How can I improve the performance of execution time? And Is their any better way to read this file?


I am trying to split a text file with multiple threads. The file is of 1 GB. I am reading the file by char. The Execution time is 24 min 54 seconds. Instead of reading a file by char is their any better way where I can reduce the execution time. I'm having a hard time figuring out an approach that will reduce the execution time. Please do suggest me also, if there is any other better way to split file with multiple threads. I am very new to java.

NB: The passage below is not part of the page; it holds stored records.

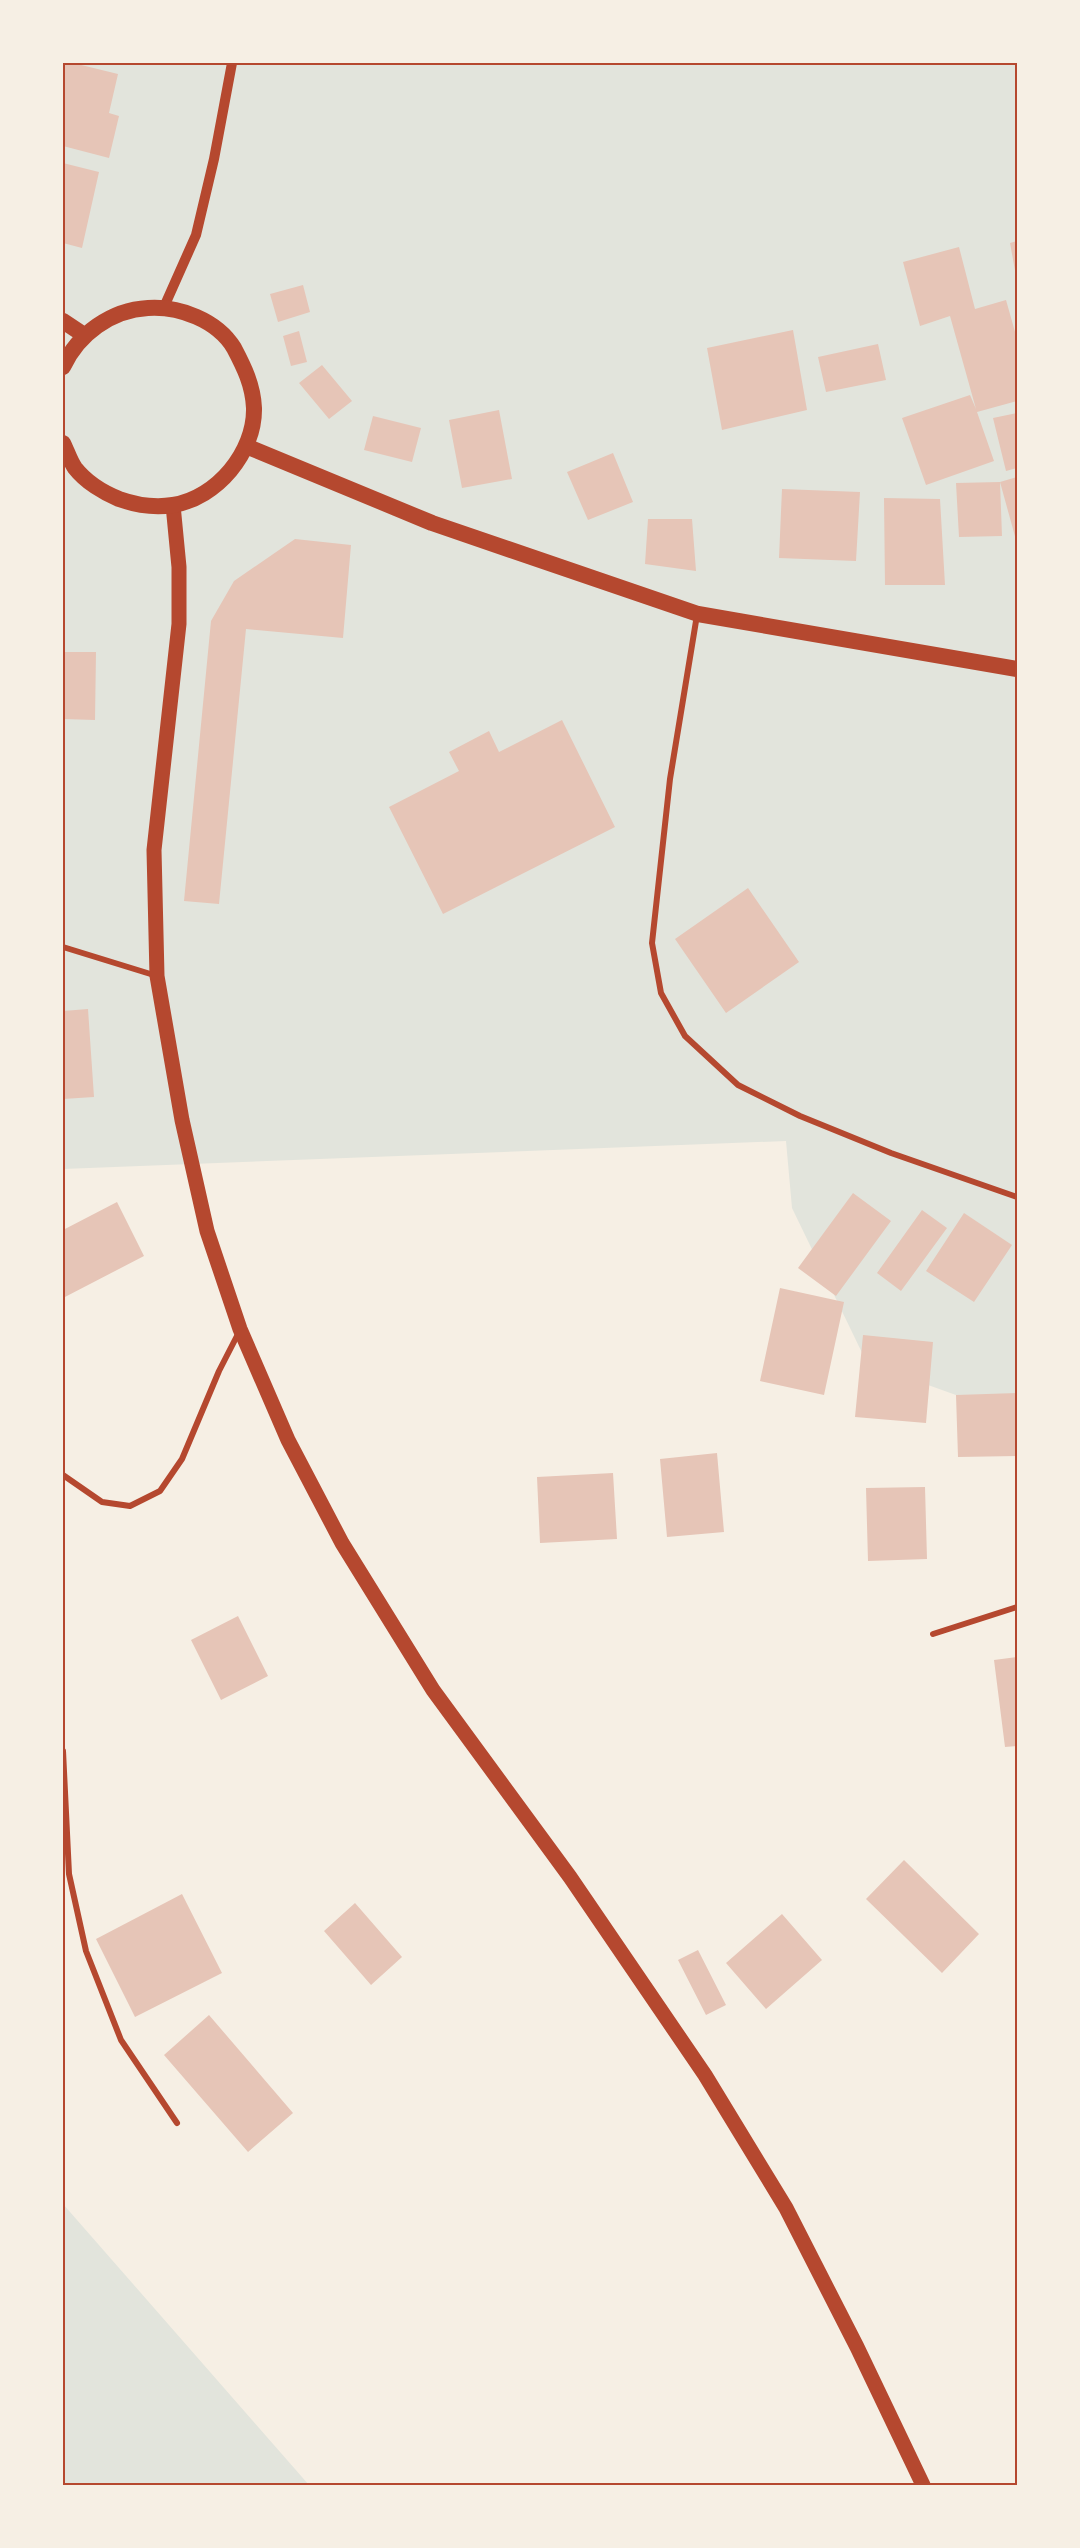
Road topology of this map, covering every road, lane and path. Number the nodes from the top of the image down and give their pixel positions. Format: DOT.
graph roads {
  1 [pos="232,63"];
  2 [pos="164,307"];
  3 [pos="63,321"];
  4 [pos="84,335"];
  5 [pos="63,367"];
  6 [pos="63,443"];
  7 [pos="246,446"];
  8 [pos="173,505"];
  9 [pos="698,615"];
  10 [pos="1017,669"];
  11 [pos="63,947"];
  12 [pos="157,976"];
  13 [pos="1017,1197"];
  14 [pos="240,1329"];
  15 [pos="63,1475"];
  16 [pos="1017,1607"];
  17 [pos="933,1634"];
  18 [pos="63,1751"];
  19 [pos="177,2122"];
  20 [pos="924,2485"];
  1 -- 2 [label="street"];
  2 -- 4 [label="highway"];
  2 -- 7 [label="highway"];
  3 -- 4 [label="highway"];
  4 -- 5 [label="highway"];
  6 -- 8 [label="highway"];
  7 -- 8 [label="highway"];
  7 -- 9 [label="highway"];
  8 -- 12 [label="main road"];
  9 -- 10 [label="highway"];
  9 -- 13 [label="street"];
  11 -- 12 [label="street"];
  12 -- 14 [label="main road"];
  14 -- 15 [label="street"];
  14 -- 20 [label="main road"];
  16 -- 17 [label="street"];
  18 -- 19 [label="street"];
}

Any help will be appreciated. :)

    public static void main(String[] args) throws Exception {
        RandomAccessFile raf = new RandomAccessFile("D:\\sample\\file.txt", "r");
        long numSplits = 10;
        long sourceSize = raf.length();
        System.out.println("file length:" + sourceSize);
        long bytesPerSplit = sourceSize / numSplits;
        long remainingBytes = sourceSize % numSplits;

        int maxReadBufferSize = 9 * 1024;

        List<String> filePositionList = new ArrayList<String>();
        long startPosition = 0;
        long endPosition = bytesPerSplit;
        for (int i = 0; i < numSplits; i++) {
            raf.seek(endPosition);
            String strData = raf.readLine();
            if (strData != null) {
                endPosition = endPosition + strData.length();
            }
            String str = startPosition + "|" + endPosition;
            if (sourceSize > endPosition) {
                startPosition = endPosition;
                endPosition = startPosition + bytesPerSplit;
            } else {
                break;
            }
            filePositionList.add(str);
        }

        for (int i = 0; i < filePositionList.size(); i++) {

            String str = filePositionList.get(i);
            String[] strArr = str.split("\\|");
            String strStartPosition = strArr[0];
            String strEndPosition = strArr[1];
            long startPositionFile = Long.parseLong(strStartPosition);
            long endPositionFile = Long.parseLong(strEndPosition);
            MultithreadedSplit objMultithreadedSplit = new MultithreadedSplit(startPositionFile, endPositionFile);
            objMultithreadedSplit.start();
        }

        long endTime = System.currentTimeMillis();

        System.out.println("It took " + (endTime - startTime) + " milliseconds");
    }

}
public class MultithreadedSplit extends Thread {

    public static String filePath = "D:\\tenlakh\\file.txt";
    private int localCounter = 0;
    private long start;
    private long end;
    public static String outPath;

    List<String> result = new ArrayList<String>();

    public MultithreadedSplit(long startPos, long endPos) {
        start = startPos;
        end = endPos;
    }

    @Override
    public void run() {
        try {
            String threadName = Thread.currentThread().getName();

            long currentTime = System.currentTimeMillis();
            RandomAccessFile file = new RandomAccessFile("D:\\sample\\file.txt", "r");  
            String outFile = "out_" + threadName + ".txt";
            System.out.println("Thread Reading started for start:" + start + ";End:" + end+";threadname:"+threadName);
            FileOutputStream out2 = new FileOutputStream("D:\\sample\\" + outFile);
            file.seek(start);
            int nRecordCount = 0;

            char c = (char) file.read();
            StringBuilder objBuilder = new StringBuilder();
            int nCounter = 1;
            while (c != -1) {
                objBuilder.append(c);
                // System.out.println("char-->" + c);
                if (c == '\n') {
                    nRecordCount++;
                    out2.write(objBuilder.toString().getBytes());
                    objBuilder.delete(0, objBuilder.length());
                    //System.out.println("--->" + nRecordCount);
                    //      break;
                }
                c = (char) file.read();
                nCounter++;
                if (nCounter > end) {
                    break;
                }
            }
        } catch (Exception ex) {
           ex.printStackTrace();
        }

    }
}

Solution

  • The fastest way would be to map the file into memory segment by segment (mapping a large file as a whole may cause undesired side effects). It will skip few relatively expensive copy operations. The operating system will load file into RAM and JRE will expose it to your application as a view into an off-heap memory area in a form of a ByteBuffer. It would usually allow you to squeze last 2x/3x of the performance.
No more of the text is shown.